— WHAT YOU WILL DO —
Restate the records in full, keeping every word as it is.

(Stored records)
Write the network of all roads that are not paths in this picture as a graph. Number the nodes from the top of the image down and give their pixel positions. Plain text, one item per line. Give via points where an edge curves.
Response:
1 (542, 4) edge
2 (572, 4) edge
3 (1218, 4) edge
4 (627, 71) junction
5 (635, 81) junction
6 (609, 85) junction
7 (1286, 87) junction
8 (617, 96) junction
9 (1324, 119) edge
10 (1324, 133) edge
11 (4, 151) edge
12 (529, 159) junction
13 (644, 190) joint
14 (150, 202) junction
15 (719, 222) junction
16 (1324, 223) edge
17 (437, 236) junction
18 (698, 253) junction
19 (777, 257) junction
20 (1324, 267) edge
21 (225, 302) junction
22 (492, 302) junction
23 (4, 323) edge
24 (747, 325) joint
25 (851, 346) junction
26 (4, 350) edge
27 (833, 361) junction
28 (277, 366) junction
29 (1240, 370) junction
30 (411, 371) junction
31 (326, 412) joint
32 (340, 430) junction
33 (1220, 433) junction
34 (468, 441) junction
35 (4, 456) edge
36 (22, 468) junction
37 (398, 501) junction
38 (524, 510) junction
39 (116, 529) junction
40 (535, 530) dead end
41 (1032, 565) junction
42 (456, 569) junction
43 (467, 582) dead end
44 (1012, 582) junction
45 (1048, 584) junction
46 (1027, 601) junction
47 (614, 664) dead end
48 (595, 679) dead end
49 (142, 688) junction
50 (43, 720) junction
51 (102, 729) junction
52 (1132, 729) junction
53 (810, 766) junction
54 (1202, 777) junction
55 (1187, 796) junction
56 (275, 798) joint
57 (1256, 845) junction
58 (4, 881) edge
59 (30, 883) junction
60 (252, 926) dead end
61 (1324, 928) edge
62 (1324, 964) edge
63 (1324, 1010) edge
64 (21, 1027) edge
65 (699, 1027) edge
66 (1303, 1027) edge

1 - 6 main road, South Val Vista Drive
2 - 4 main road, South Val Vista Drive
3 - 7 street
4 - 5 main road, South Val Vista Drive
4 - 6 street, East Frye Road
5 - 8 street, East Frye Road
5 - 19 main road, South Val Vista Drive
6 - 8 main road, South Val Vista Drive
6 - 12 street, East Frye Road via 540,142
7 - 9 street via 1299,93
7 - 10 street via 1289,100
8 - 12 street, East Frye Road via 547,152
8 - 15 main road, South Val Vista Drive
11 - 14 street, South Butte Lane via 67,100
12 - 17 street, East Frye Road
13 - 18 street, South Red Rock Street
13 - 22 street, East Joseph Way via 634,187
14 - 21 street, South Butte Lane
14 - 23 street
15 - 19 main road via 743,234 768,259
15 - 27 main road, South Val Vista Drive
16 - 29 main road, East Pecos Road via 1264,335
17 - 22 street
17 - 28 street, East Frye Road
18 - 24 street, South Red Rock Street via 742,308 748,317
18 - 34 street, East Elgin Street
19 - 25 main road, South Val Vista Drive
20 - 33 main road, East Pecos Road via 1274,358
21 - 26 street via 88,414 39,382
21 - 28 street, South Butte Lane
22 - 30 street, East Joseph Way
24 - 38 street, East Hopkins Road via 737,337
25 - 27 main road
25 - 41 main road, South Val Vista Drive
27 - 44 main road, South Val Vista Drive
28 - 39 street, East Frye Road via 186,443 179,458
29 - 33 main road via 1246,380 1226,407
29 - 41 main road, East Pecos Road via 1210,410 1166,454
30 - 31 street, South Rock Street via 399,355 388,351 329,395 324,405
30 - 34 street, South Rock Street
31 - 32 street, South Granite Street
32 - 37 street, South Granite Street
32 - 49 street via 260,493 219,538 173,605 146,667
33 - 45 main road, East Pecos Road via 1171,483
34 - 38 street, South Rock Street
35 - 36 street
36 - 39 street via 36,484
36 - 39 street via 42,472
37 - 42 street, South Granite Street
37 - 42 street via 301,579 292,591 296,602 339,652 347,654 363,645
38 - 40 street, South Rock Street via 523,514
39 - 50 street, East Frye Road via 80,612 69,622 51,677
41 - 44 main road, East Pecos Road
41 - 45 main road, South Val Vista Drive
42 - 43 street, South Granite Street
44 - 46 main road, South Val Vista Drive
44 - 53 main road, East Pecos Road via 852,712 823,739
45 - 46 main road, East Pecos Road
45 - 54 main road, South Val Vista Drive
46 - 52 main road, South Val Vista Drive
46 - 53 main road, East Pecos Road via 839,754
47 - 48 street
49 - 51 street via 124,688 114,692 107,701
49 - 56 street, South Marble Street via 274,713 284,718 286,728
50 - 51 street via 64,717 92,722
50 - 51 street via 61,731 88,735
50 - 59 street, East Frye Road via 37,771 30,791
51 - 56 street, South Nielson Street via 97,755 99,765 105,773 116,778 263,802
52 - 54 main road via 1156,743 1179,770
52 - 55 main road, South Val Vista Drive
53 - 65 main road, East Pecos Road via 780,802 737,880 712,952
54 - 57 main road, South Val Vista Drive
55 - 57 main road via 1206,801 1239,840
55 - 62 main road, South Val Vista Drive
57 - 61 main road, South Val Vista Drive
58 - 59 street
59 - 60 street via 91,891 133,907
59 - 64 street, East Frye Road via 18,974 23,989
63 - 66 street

— RESULT OF THIS TASK —
Write the network of all roads that are not paths in this picture as a graph. Number the nodes from the top of the image down and give their pixel positions. Plain text, one item per line. Give via points where an edge curves.
Response:
1 (542, 4) edge
2 (572, 4) edge
3 (1218, 4) edge
4 (627, 71) junction
5 (635, 81) junction
6 (609, 85) junction
7 (1286, 87) junction
8 (617, 96) junction
9 (1324, 119) edge
10 (1324, 133) edge
11 (4, 151) edge
12 (529, 159) junction
13 (644, 190) joint
14 (150, 202) junction
15 (719, 222) junction
16 (1324, 223) edge
17 (437, 236) junction
18 (698, 253) junction
19 (777, 257) junction
20 (1324, 267) edge
21 (225, 302) junction
22 (492, 302) junction
23 (4, 323) edge
24 (747, 325) joint
25 (851, 346) junction
26 (4, 350) edge
27 (833, 361) junction
28 (277, 366) junction
29 (1240, 370) junction
30 (411, 371) junction
31 (326, 412) joint
32 (340, 430) junction
33 (1220, 433) junction
34 (468, 441) junction
35 (4, 456) edge
36 (22, 468) junction
37 (398, 501) junction
38 (524, 510) junction
39 (116, 529) junction
40 (535, 530) dead end
41 (1032, 565) junction
42 (456, 569) junction
43 (467, 582) dead end
44 (1012, 582) junction
45 (1048, 584) junction
46 (1027, 601) junction
47 (614, 664) dead end
48 (595, 679) dead end
49 (142, 688) junction
50 (43, 720) junction
51 (102, 729) junction
52 (1132, 729) junction
53 (810, 766) junction
54 (1202, 777) junction
55 (1187, 796) junction
56 (275, 798) joint
57 (1256, 845) junction
58 (4, 881) edge
59 (30, 883) junction
60 (252, 926) dead end
61 (1324, 928) edge
62 (1324, 964) edge
63 (1324, 1010) edge
64 (21, 1027) edge
65 (699, 1027) edge
66 (1303, 1027) edge

1 - 6 main road, South Val Vista Drive
2 - 4 main road, South Val Vista Drive
3 - 7 street
4 - 5 main road, South Val Vista Drive
4 - 6 street, East Frye Road
5 - 8 street, East Frye Road
5 - 19 main road, South Val Vista Drive
6 - 8 main road, South Val Vista Drive
6 - 12 street, East Frye Road via 540,142
7 - 9 street via 1299,93
7 - 10 street via 1289,100
8 - 12 street, East Frye Road via 547,152
8 - 15 main road, South Val Vista Drive
11 - 14 street, South Butte Lane via 67,100
12 - 17 street, East Frye Road
13 - 18 street, South Red Rock Street
13 - 22 street, East Joseph Way via 634,187
14 - 21 street, South Butte Lane
14 - 23 street
15 - 19 main road via 743,234 768,259
15 - 27 main road, South Val Vista Drive
16 - 29 main road, East Pecos Road via 1264,335
17 - 22 street
17 - 28 street, East Frye Road
18 - 24 street, South Red Rock Street via 742,308 748,317
18 - 34 street, East Elgin Street
19 - 25 main road, South Val Vista Drive
20 - 33 main road, East Pecos Road via 1274,358
21 - 26 street via 88,414 39,382
21 - 28 street, South Butte Lane
22 - 30 street, East Joseph Way
24 - 38 street, East Hopkins Road via 737,337
25 - 27 main road
25 - 41 main road, South Val Vista Drive
27 - 44 main road, South Val Vista Drive
28 - 39 street, East Frye Road via 186,443 179,458
29 - 33 main road via 1246,380 1226,407
29 - 41 main road, East Pecos Road via 1210,410 1166,454
30 - 31 street, South Rock Street via 399,355 388,351 329,395 324,405
30 - 34 street, South Rock Street
31 - 32 street, South Granite Street
32 - 37 street, South Granite Street
32 - 49 street via 260,493 219,538 173,605 146,667
33 - 45 main road, East Pecos Road via 1171,483
34 - 38 street, South Rock Street
35 - 36 street
36 - 39 street via 36,484
36 - 39 street via 42,472
37 - 42 street, South Granite Street
37 - 42 street via 301,579 292,591 296,602 339,652 347,654 363,645
38 - 40 street, South Rock Street via 523,514
39 - 50 street, East Frye Road via 80,612 69,622 51,677
41 - 44 main road, East Pecos Road
41 - 45 main road, South Val Vista Drive
42 - 43 street, South Granite Street
44 - 46 main road, South Val Vista Drive
44 - 53 main road, East Pecos Road via 852,712 823,739
45 - 46 main road, East Pecos Road
45 - 54 main road, South Val Vista Drive
46 - 52 main road, South Val Vista Drive
46 - 53 main road, East Pecos Road via 839,754
47 - 48 street
49 - 51 street via 124,688 114,692 107,701
49 - 56 street, South Marble Street via 274,713 284,718 286,728
50 - 51 street via 64,717 92,722
50 - 51 street via 61,731 88,735
50 - 59 street, East Frye Road via 37,771 30,791
51 - 56 street, South Nielson Street via 97,755 99,765 105,773 116,778 263,802
52 - 54 main road via 1156,743 1179,770
52 - 55 main road, South Val Vista Drive
53 - 65 main road, East Pecos Road via 780,802 737,880 712,952
54 - 57 main road, South Val Vista Drive
55 - 57 main road via 1206,801 1239,840
55 - 62 main road, South Val Vista Drive
57 - 61 main road, South Val Vista Drive
58 - 59 street
59 - 60 street via 91,891 133,907
59 - 64 street, East Frye Road via 18,974 23,989
63 - 66 street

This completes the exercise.